The first thing you need to understand is that no dog is truly hypoallergenic. All dogs produce secretions and dander that can trigger allergies. However, some dogs are more likely to shed dander and exacerbate allergies than others.

Short-haired, mixed breed or hybrid varieties, particularly females and neutered males, will shed less dander than other dogs. Dogs that are bred for outdoor work and therefore have thick winter coats and thin summer coats are more likely to shed and create allergy problems. Short haired single-coat dogs like poodles and terriers are good breeds for people who are allergic to dogs. By picking your dog wisely, you're less likely to have allergy problems around your dog. 

Wash Your Hands After All Interactions

Wash your hands after every interaction with your dog. Whether you just petted your dog, took your dog for a walk, gave your dog a bath or brushed your dog's coat, wash your hands before doing anything else. Don't touch your face or rub your eyes immediately after touching your dog.  

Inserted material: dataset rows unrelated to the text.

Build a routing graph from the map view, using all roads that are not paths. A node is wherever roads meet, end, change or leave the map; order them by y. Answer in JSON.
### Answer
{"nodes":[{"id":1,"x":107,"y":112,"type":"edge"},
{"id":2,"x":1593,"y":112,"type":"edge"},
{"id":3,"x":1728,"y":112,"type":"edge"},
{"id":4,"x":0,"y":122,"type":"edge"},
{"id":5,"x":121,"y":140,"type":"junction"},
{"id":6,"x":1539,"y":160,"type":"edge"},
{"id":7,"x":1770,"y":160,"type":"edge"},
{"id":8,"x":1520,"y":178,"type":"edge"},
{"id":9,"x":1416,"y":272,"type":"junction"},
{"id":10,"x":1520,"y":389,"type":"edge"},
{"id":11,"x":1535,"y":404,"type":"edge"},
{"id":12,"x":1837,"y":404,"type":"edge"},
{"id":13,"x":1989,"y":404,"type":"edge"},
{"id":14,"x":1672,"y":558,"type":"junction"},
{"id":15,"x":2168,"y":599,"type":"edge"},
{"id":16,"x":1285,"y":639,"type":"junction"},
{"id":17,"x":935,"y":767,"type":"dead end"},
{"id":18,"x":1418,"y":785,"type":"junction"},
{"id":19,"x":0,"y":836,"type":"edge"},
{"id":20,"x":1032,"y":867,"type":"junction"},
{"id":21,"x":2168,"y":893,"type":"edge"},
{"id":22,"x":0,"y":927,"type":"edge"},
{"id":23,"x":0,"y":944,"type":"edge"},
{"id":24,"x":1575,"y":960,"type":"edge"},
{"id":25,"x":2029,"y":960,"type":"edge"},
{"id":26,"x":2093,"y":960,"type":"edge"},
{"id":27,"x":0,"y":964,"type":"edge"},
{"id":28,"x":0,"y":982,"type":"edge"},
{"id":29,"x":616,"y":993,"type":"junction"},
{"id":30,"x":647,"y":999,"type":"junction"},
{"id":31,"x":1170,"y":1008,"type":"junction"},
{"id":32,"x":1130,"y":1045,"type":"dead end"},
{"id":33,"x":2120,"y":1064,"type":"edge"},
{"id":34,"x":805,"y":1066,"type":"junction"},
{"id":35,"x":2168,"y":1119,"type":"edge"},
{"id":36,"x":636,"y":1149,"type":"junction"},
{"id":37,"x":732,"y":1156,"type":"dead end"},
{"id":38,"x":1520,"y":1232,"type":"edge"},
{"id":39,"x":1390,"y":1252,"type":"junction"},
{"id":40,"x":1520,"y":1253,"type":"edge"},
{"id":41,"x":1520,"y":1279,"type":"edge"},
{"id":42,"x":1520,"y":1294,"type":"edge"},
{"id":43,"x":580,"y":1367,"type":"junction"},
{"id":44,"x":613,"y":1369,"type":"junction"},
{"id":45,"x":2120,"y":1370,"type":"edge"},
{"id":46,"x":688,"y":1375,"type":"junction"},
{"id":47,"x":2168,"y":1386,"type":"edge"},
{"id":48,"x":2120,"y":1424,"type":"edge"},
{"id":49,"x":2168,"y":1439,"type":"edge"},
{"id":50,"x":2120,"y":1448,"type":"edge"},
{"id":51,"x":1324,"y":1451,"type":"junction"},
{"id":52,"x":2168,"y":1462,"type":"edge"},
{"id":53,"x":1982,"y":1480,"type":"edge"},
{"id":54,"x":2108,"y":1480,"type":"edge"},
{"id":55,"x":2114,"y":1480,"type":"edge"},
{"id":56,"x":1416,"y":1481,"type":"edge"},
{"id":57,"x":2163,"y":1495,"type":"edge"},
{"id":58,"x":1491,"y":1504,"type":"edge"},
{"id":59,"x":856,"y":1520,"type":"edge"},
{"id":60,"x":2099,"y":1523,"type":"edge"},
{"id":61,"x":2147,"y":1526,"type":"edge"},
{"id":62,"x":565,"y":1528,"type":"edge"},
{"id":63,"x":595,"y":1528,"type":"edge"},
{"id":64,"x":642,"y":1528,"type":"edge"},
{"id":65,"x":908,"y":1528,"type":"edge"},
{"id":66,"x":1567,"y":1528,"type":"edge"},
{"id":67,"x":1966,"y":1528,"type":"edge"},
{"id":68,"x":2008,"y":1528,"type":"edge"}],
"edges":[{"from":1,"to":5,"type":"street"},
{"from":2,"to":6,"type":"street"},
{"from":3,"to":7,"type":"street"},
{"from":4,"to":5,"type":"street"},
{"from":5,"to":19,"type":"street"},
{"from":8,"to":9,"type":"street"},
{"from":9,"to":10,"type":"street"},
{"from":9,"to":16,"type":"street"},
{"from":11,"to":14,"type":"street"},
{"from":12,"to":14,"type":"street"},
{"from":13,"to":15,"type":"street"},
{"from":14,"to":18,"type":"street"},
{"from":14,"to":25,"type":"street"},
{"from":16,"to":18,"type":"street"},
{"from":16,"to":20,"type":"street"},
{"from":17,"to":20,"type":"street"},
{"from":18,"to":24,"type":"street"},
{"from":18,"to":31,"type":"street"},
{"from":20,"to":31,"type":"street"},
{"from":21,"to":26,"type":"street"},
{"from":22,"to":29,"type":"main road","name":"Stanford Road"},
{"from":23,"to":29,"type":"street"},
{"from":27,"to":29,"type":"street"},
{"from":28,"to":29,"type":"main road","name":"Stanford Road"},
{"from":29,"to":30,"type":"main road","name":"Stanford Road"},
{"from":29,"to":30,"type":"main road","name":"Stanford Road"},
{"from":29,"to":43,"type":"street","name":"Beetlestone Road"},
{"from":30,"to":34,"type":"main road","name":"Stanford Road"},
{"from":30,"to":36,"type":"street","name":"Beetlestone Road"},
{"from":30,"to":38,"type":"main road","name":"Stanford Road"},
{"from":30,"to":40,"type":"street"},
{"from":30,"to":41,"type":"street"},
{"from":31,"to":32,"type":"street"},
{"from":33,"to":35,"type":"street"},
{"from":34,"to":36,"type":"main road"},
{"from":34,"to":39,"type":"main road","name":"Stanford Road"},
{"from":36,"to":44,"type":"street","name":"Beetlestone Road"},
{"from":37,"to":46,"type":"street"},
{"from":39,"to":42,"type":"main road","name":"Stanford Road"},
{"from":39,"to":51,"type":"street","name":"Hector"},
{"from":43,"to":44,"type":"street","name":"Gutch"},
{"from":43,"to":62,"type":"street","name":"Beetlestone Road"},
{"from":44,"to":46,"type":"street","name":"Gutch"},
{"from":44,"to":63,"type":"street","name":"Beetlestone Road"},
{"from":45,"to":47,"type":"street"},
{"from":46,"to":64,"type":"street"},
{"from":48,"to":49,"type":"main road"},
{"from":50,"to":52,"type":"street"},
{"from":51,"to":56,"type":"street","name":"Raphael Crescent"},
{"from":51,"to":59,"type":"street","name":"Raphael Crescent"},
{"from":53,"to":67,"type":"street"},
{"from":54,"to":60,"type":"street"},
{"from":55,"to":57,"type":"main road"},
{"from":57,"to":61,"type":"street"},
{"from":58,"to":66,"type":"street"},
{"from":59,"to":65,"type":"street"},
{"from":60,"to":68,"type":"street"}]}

Restrict Your Dog's Access to Some Parts of the House

By confining your dog to certain parts of your house, you'll create "allergy-free zones" of your home. For example, if you live in a two-story house, you may choose to limit your dog's access to lower level of your house, preventing your dog from wandering through the bedrooms upstairs. This will give your dog freedom to walk around and also give you a place to retreat when your allergies are bothering you. 

In addition, keep your dog out of your car if at all possible. If you have two cars, limit your dog's access to only one vehicle. 

Groom Your Dog as Often as Possible

Washing your dog twice a week and wiping him or her down with a microfiber cloth on a regular basis can reduce allergens by as much as 85%. Whenever possible, have your dog professionally groomed. This will limit your exposure to your dog's dander. 

Consult With An Doctor

There are many medications and treatments that can reduce allergy symptoms and increase your comfort. In addition, allergy injection therapy, administered by an allergy doctor at a center like Asthma and Allergy Clinic, may help reduce your sensitivity on a more permanent basis. For more information about how medical science can help you live happily with your dog, speak with an allergy doctor.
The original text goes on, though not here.